----- EXCERPTED DATA -----
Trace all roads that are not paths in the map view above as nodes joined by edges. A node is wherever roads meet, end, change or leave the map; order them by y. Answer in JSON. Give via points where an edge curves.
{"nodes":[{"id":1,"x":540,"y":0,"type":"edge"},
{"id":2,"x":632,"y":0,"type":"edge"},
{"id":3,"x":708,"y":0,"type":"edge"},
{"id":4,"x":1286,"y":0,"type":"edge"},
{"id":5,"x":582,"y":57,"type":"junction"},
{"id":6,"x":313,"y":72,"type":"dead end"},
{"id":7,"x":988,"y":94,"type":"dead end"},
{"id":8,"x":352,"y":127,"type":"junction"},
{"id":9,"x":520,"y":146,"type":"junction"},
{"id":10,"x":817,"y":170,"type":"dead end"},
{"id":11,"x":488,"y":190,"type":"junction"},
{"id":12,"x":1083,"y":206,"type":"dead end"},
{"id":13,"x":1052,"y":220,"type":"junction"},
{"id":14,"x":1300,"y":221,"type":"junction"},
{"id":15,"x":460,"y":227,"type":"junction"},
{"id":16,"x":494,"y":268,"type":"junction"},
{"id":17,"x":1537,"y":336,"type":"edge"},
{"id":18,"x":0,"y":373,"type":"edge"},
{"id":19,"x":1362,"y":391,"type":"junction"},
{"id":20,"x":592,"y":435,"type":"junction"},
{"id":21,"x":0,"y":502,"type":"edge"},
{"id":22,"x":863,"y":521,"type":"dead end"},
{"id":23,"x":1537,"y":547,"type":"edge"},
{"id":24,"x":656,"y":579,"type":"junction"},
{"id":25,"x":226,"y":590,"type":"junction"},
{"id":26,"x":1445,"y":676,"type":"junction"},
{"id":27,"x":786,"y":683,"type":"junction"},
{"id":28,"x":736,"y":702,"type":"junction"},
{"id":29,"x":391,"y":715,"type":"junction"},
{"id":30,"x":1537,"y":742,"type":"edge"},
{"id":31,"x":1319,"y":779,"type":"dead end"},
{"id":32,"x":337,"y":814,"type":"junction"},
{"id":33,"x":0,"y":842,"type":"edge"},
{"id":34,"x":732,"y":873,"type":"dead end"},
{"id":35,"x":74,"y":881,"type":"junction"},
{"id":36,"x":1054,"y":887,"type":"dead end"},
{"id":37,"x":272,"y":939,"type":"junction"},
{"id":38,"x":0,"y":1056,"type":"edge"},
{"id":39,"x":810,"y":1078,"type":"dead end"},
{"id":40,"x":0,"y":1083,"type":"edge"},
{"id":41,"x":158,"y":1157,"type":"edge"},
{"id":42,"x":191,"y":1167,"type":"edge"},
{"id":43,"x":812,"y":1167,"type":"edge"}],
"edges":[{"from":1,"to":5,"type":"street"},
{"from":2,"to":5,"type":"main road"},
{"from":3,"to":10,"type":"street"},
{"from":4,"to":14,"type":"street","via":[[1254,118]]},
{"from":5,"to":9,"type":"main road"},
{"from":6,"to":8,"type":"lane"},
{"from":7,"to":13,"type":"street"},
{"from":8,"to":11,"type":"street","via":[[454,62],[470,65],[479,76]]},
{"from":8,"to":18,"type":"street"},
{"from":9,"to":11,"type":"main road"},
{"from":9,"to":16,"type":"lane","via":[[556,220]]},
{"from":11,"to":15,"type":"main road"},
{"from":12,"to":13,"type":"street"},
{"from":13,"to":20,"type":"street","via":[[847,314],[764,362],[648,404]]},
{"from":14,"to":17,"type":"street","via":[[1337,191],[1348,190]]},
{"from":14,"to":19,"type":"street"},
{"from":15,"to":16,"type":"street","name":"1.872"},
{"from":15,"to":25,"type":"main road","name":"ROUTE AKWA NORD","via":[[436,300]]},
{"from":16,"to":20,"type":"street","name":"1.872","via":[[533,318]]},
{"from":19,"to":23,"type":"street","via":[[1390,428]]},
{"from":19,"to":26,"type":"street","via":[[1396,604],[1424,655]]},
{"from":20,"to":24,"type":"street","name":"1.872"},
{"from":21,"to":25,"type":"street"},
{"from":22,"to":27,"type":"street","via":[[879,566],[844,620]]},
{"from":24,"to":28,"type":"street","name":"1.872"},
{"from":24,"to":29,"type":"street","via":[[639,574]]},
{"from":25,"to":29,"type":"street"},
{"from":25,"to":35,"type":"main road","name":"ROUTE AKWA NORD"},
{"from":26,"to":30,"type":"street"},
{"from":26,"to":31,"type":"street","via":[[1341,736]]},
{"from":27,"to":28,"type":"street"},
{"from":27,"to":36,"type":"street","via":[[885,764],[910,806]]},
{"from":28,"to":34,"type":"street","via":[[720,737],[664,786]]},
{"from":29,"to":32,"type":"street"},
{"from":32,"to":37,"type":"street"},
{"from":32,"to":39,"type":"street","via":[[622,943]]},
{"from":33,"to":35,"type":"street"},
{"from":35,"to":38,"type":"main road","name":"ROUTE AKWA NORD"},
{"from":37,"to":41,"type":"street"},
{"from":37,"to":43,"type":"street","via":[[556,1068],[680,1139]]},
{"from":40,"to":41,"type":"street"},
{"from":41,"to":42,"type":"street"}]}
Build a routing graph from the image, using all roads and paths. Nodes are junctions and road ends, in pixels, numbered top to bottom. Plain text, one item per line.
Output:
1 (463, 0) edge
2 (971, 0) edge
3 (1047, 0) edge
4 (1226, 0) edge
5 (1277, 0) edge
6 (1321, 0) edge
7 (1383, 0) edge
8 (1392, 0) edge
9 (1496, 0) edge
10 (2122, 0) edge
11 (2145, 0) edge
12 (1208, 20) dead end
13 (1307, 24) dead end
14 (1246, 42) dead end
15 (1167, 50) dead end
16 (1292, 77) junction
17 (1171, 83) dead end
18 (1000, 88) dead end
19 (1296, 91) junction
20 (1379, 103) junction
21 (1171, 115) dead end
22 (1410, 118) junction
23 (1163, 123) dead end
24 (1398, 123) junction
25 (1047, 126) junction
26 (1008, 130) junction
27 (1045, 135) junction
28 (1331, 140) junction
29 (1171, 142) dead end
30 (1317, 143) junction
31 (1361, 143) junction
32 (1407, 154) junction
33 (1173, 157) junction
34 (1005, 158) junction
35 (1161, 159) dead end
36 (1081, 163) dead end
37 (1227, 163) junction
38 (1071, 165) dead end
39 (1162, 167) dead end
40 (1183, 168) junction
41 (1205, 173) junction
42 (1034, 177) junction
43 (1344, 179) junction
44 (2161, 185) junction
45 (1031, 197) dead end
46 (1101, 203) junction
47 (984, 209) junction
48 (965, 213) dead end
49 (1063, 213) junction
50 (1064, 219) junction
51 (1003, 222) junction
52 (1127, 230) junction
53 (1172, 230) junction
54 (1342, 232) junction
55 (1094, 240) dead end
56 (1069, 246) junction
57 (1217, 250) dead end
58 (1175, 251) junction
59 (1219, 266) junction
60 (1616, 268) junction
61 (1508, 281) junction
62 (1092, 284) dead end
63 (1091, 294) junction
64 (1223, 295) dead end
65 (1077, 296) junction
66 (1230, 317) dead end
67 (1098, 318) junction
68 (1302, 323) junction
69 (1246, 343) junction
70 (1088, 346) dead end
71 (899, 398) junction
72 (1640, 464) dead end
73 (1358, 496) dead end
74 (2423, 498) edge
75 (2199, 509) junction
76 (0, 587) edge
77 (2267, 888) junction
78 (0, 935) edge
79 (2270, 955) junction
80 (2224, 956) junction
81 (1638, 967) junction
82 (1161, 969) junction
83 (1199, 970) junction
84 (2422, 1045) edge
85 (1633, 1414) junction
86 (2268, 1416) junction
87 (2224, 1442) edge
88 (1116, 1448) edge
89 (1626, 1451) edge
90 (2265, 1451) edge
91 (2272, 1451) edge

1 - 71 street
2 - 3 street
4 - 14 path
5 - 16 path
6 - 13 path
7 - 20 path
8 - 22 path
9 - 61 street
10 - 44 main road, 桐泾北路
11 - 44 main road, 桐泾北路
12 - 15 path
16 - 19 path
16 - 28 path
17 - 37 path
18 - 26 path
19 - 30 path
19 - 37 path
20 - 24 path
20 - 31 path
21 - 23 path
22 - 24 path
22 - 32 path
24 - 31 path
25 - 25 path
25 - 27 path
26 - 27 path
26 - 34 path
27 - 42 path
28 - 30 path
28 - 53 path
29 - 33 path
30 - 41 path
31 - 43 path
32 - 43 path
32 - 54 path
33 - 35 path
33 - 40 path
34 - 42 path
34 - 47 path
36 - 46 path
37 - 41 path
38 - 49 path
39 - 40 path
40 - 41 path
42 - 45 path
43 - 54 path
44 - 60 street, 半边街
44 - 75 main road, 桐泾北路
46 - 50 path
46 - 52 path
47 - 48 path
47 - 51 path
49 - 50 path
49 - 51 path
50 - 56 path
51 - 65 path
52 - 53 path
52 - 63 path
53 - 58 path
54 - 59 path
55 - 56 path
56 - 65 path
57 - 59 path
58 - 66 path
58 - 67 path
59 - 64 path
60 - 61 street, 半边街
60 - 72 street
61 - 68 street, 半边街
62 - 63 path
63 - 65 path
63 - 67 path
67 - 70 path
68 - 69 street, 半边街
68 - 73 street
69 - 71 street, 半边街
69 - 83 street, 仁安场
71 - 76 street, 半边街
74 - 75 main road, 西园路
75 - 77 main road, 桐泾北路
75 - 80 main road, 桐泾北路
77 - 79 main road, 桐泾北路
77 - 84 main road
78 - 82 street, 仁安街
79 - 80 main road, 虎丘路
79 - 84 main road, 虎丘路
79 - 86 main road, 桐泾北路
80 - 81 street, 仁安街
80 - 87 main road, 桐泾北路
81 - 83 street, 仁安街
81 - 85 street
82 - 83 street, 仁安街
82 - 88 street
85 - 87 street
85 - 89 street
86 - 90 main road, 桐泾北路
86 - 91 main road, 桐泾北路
-----
• REQUIREMENT: From the entries above, list each line with "NORD" in it.

• ANSWER SECTION:
{"from":15,"to":25,"type":"main road","name":"ROUTE AKWA NORD","via":[[436,300]]},
{"from":25,"to":35,"type":"main road","name":"ROUTE AKWA NORD"},
{"from":35,"to":38,"type":"main road","name":"ROUTE AKWA NORD"},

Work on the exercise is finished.